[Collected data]
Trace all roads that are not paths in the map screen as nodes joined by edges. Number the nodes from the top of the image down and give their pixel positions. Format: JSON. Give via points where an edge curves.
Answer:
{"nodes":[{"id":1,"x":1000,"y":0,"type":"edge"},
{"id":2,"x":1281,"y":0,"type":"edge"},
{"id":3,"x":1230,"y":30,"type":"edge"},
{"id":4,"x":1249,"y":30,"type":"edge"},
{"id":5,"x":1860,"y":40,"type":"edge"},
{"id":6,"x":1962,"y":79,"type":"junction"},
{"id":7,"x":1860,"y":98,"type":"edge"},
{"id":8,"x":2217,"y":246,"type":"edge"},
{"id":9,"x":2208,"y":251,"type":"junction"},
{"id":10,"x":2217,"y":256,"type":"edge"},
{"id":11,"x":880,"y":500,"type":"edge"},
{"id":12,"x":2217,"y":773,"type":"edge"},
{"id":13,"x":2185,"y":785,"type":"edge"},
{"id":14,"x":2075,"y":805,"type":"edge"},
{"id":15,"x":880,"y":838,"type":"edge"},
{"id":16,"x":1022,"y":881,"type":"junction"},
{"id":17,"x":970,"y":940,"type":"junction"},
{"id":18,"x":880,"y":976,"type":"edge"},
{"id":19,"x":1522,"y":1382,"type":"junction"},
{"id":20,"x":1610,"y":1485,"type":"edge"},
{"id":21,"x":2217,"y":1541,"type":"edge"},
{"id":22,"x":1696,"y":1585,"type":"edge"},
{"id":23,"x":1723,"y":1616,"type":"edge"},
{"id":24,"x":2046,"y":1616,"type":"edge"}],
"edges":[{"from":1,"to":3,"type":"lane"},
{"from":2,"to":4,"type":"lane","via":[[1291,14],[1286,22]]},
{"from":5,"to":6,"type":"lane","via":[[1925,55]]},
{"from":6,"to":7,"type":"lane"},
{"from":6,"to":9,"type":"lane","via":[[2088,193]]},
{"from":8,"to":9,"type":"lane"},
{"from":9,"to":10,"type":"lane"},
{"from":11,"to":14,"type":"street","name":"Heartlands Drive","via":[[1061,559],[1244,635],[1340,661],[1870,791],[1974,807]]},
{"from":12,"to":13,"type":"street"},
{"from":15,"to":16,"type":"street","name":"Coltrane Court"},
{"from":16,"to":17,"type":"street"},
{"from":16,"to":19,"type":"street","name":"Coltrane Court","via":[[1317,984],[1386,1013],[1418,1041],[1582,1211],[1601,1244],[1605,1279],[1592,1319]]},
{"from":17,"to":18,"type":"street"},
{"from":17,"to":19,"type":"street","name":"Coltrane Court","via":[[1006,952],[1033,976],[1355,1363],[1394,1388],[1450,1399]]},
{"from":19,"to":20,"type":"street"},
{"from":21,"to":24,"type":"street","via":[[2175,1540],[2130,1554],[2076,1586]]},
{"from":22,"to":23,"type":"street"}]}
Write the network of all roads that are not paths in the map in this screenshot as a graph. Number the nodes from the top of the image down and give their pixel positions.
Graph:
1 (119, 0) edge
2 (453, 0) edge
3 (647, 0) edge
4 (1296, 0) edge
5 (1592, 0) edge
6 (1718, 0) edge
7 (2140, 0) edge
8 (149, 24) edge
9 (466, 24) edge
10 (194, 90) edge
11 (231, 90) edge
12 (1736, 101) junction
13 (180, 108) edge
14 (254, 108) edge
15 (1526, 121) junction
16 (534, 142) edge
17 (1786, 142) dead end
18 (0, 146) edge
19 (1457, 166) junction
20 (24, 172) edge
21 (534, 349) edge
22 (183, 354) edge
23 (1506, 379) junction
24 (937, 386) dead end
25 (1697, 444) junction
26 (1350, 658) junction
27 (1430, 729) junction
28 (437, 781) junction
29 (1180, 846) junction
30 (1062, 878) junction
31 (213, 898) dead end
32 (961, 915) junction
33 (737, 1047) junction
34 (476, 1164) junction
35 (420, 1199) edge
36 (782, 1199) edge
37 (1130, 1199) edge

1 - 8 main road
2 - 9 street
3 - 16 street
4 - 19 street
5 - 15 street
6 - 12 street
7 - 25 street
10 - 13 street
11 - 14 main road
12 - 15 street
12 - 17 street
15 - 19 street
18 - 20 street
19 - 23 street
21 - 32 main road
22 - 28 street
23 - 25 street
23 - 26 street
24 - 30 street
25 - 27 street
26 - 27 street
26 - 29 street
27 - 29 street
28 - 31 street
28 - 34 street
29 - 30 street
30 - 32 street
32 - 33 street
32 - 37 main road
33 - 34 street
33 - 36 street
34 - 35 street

• _Work request_
Above are the records; retype them all without a single difference.

• _Response to the exercise_
Trace all roads that are not paths in the map screen as nodes joined by edges. Number the nodes from the top of the image down and give their pixel positions. Format: JSON. Give via points where an edge curves.
Answer:
{"nodes":[{"id":1,"x":1000,"y":0,"type":"edge"},
{"id":2,"x":1281,"y":0,"type":"edge"},
{"id":3,"x":1230,"y":30,"type":"edge"},
{"id":4,"x":1249,"y":30,"type":"edge"},
{"id":5,"x":1860,"y":40,"type":"edge"},
{"id":6,"x":1962,"y":79,"type":"junction"},
{"id":7,"x":1860,"y":98,"type":"edge"},
{"id":8,"x":2217,"y":246,"type":"edge"},
{"id":9,"x":2208,"y":251,"type":"junction"},
{"id":10,"x":2217,"y":256,"type":"edge"},
{"id":11,"x":880,"y":500,"type":"edge"},
{"id":12,"x":2217,"y":773,"type":"edge"},
{"id":13,"x":2185,"y":785,"type":"edge"},
{"id":14,"x":2075,"y":805,"type":"edge"},
{"id":15,"x":880,"y":838,"type":"edge"},
{"id":16,"x":1022,"y":881,"type":"junction"},
{"id":17,"x":970,"y":940,"type":"junction"},
{"id":18,"x":880,"y":976,"type":"edge"},
{"id":19,"x":1522,"y":1382,"type":"junction"},
{"id":20,"x":1610,"y":1485,"type":"edge"},
{"id":21,"x":2217,"y":1541,"type":"edge"},
{"id":22,"x":1696,"y":1585,"type":"edge"},
{"id":23,"x":1723,"y":1616,"type":"edge"},
{"id":24,"x":2046,"y":1616,"type":"edge"}],
"edges":[{"from":1,"to":3,"type":"lane"},
{"from":2,"to":4,"type":"lane","via":[[1291,14],[1286,22]]},
{"from":5,"to":6,"type":"lane","via":[[1925,55]]},
{"from":6,"to":7,"type":"lane"},
{"from":6,"to":9,"type":"lane","via":[[2088,193]]},
{"from":8,"to":9,"type":"lane"},
{"from":9,"to":10,"type":"lane"},
{"from":11,"to":14,"type":"street","name":"Heartlands Drive","via":[[1061,559],[1244,635],[1340,661],[1870,791],[1974,807]]},
{"from":12,"to":13,"type":"street"},
{"from":15,"to":16,"type":"street","name":"Coltrane Court"},
{"from":16,"to":17,"type":"street"},
{"from":16,"to":19,"type":"street","name":"Coltrane Court","via":[[1317,984],[1386,1013],[1418,1041],[1582,1211],[1601,1244],[1605,1279],[1592,1319]]},
{"from":17,"to":18,"type":"street"},
{"from":17,"to":19,"type":"street","name":"Coltrane Court","via":[[1006,952],[1033,976],[1355,1363],[1394,1388],[1450,1399]]},
{"from":19,"to":20,"type":"street"},
{"from":21,"to":24,"type":"street","via":[[2175,1540],[2130,1554],[2076,1586]]},
{"from":22,"to":23,"type":"street"}]}
Write the network of all roads that are not paths in the map in this screenshot as a graph. Number the nodes from the top of the image down and give their pixel positions.
Graph:
1 (119, 0) edge
2 (453, 0) edge
3 (647, 0) edge
4 (1296, 0) edge
5 (1592, 0) edge
6 (1718, 0) edge
7 (2140, 0) edge
8 (149, 24) edge
9 (466, 24) edge
10 (194, 90) edge
11 (231, 90) edge
12 (1736, 101) junction
13 (180, 108) edge
14 (254, 108) edge
15 (1526, 121) junction
16 (534, 142) edge
17 (1786, 142) dead end
18 (0, 146) edge
19 (1457, 166) junction
20 (24, 172) edge
21 (534, 349) edge
22 (183, 354) edge
23 (1506, 379) junction
24 (937, 386) dead end
25 (1697, 444) junction
26 (1350, 658) junction
27 (1430, 729) junction
28 (437, 781) junction
29 (1180, 846) junction
30 (1062, 878) junction
31 (213, 898) dead end
32 (961, 915) junction
33 (737, 1047) junction
34 (476, 1164) junction
35 (420, 1199) edge
36 (782, 1199) edge
37 (1130, 1199) edge

1 - 8 main road
2 - 9 street
3 - 16 street
4 - 19 street
5 - 15 street
6 - 12 street
7 - 25 street
10 - 13 street
11 - 14 main road
12 - 15 street
12 - 17 street
15 - 19 street
18 - 20 street
19 - 23 street
21 - 32 main road
22 - 28 street
23 - 25 street
23 - 26 street
24 - 30 street
25 - 27 street
26 - 27 street
26 - 29 street
27 - 29 street
28 - 31 street
28 - 34 street
29 - 30 street
30 - 32 street
32 - 33 street
32 - 37 main road
33 - 34 street
33 - 36 street
34 - 35 street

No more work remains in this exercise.